Dopo aver definito la coalizione di centro-destra che ha stravinto le elezioni regionali del 24 febbraio “un’accozzaglia”, Luigi Di Maio ora si accorge che “la Sardegna è ostaggio di una guerra tra bande”. Queste di Di Maio sono le – pur tardive – dichiarazioni più di sinistra che ho sentito nel silenzio dei presunti progressisti al pane carasau. Settanta giorni senza aver completato la giunta, caos nelle prime scelte politiche, imbarazzanti dichiarazioni di assessori e dello stesso presidente Solinas (sul 25 aprile e non solo) confermano ciò che molti, anche in campagna elettorale, avevano previsto: la destra in crescita cavalca un profondo sommovimento ma non ha le carte in regola per governare.

La destra sarda rappresenta però interessi. Corposi. Ad esempio cercherà – e i segnali ci sono abbastanza evidenti – di cavalcare alcune esigenze cementizie che sono uno degli snodi fondamentali dello scontro in atto. Interessi si badi bene che sino a ieri albergavano – è il caso di dirlo – nella coalizione di centro sinistra che ha governato talmente male da aver aperto e spalancato le porte a questa “accozzaglia”.

In effetti settanta giorni senza una giunta al completo sono un esempio lampante di fallimento. Questa situazione di non governo prefigura per la Sardegna – dopo la tronfia e fallimentare esperienza dei professori per fortuna rimandati a fare lezione – una nuova stagione negativa. I segnali ci sono tutti e rappresentano la dimostrazione di quante balle sulla competenza e la qualità ci hanno propinato.

Gli interessi traslocano, si mimetizzano. Ora hanno nella Lega il loro riferimento palese o nascosto. Il caso Sardegna testimonia il fallimento però di questa nuova aggregazione salvinana del rancore e della svolta reazionaria ma anche della subalternità delle altre forze, a partire dal Psd’Az a un disegno egemonico di puro potere.
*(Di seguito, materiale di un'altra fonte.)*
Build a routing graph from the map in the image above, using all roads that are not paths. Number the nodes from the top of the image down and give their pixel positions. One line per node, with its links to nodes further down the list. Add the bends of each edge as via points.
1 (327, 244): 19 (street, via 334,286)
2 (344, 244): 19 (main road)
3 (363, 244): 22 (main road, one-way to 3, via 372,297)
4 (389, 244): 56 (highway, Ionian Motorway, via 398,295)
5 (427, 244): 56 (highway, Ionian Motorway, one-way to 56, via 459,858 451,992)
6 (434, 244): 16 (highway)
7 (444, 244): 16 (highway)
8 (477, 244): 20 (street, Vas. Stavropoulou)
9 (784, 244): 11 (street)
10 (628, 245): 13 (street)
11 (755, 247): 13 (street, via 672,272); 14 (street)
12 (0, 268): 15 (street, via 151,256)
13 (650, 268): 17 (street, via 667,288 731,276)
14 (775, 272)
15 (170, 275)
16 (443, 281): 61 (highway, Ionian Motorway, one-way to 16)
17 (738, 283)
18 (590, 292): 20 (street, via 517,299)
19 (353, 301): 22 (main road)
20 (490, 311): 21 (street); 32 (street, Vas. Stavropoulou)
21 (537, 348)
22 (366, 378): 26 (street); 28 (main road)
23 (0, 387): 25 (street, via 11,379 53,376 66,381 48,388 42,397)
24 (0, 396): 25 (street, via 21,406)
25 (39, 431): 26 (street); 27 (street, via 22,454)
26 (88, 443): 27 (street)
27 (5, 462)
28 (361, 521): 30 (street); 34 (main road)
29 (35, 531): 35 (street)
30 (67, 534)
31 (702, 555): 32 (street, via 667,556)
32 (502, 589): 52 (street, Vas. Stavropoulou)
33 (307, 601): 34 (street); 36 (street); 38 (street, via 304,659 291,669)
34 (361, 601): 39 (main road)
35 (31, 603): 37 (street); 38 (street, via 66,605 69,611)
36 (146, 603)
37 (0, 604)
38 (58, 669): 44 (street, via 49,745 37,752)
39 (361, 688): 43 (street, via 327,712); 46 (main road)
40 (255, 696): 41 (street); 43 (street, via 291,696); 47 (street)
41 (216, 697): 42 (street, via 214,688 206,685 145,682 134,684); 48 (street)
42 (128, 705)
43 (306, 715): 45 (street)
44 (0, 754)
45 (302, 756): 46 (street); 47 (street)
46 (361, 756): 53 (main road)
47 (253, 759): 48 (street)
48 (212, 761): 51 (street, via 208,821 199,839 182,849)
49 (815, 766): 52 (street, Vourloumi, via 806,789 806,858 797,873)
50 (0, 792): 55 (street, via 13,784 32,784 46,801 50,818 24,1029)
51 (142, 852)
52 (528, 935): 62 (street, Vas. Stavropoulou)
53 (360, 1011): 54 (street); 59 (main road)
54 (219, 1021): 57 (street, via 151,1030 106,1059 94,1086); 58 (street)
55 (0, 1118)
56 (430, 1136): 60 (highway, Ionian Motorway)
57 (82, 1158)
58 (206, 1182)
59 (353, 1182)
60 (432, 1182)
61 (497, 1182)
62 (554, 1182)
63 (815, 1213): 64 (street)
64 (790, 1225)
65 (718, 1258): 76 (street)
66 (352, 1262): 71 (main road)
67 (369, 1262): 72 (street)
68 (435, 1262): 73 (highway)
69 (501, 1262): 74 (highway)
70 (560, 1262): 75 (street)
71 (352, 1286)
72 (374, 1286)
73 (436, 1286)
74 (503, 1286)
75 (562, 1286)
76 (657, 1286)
Ma c’è un altro aspetto. La responsabilità non è mai – o quasi mai – degli elettori. Non hanno avuto bisogno di tanto i sardi per convincersi che il Pd e la sua sgangherata compagnia, di campi e orti progressisti e di trasformisti, avevano portato la Sardegna (con due crisi specifiche all’interno, quelle del nord ovest e delle zone interne) al disastro. Mi chiedo allora: si sente la voce della cosiddetta opposizione? A parte queste battute fuori tempo di Di Maio, che cosa fa ad esempio il gruppo dei M5S? E specialmente in che cosa si distingue Massimo Zedda, ora sceso da cavallo secondo una fortunata definzione di un consigliere Pd, che sarebbe dovuto essere a capo dell’opposizione dei “progressisti”? E perchè il capogruppo del Pd, l’ex presidente del consiglio regionale Ganau, non chiama a raccolta i suoi per un’azione forte ?

Semplicemente perché non sono capaci né di governare né di stare all’opposizione. A scanso di equivoci aggiungo che anche l’opposizione fuori dal consiglio, quella di sinistra o quella variamente indipendentista o identitaria, è silente.

In realtà sia la destra al governo pro tempore, sia il Pd e la sua corte all’opposizione fanno parte di quel monopartitismo competitivo che li rende simili anche se in apparenza sembrano diversi (lo stesso sta accadendo al comune di Sassari). Manca oggi una vera, efficace, matura e consapevole opposizione che si candidi domani a governare.